### Study material:
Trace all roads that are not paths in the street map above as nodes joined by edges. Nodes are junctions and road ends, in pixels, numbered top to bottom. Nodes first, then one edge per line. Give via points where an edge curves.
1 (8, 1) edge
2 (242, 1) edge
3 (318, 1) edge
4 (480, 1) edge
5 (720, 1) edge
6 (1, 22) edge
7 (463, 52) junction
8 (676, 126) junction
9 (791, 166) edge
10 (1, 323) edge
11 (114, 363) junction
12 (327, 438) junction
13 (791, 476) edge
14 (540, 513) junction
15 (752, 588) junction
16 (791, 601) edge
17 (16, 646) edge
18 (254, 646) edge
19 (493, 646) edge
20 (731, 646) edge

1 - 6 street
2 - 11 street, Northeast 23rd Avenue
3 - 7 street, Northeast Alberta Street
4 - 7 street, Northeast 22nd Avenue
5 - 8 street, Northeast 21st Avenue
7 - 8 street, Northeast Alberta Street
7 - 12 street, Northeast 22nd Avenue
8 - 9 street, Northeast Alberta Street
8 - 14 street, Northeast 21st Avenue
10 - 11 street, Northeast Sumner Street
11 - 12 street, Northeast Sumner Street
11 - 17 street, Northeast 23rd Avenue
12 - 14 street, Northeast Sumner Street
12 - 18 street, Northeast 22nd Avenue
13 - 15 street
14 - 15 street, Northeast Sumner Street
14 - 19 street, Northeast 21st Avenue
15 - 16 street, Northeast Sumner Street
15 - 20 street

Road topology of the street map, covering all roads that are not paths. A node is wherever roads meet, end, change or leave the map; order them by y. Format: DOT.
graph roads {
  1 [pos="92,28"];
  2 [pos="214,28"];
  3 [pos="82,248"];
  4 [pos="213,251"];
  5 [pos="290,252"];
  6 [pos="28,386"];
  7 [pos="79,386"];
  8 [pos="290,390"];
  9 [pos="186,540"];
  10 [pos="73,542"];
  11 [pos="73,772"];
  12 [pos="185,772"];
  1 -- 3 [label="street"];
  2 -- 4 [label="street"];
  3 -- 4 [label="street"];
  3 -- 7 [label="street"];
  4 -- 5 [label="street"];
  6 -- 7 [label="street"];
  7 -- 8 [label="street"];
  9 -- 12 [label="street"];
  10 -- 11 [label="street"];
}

### Work to complete:
Only the lines from the one with "Road topology of" through the last line of the material above are to be duplicated, exactly and with both ends kept.

### Solved problem:
Road topology of the street map, covering all roads that are not paths. A node is wherever roads meet, end, change or leave the map; order them by y. Format: DOT.
graph roads {
  1 [pos="92,28"];
  2 [pos="214,28"];
  3 [pos="82,248"];
  4 [pos="213,251"];
  5 [pos="290,252"];
  6 [pos="28,386"];
  7 [pos="79,386"];
  8 [pos="290,390"];
  9 [pos="186,540"];
  10 [pos="73,542"];
  11 [pos="73,772"];
  12 [pos="185,772"];
  1 -- 3 [label="street"];
  2 -- 4 [label="street"];
  3 -- 4 [label="street"];
  3 -- 7 [label="street"];
  4 -- 5 [label="street"];
  6 -- 7 [label="street"];
  7 -- 8 [label="street"];
  9 -- 12 [label="street"];
  10 -- 11 [label="street"];
}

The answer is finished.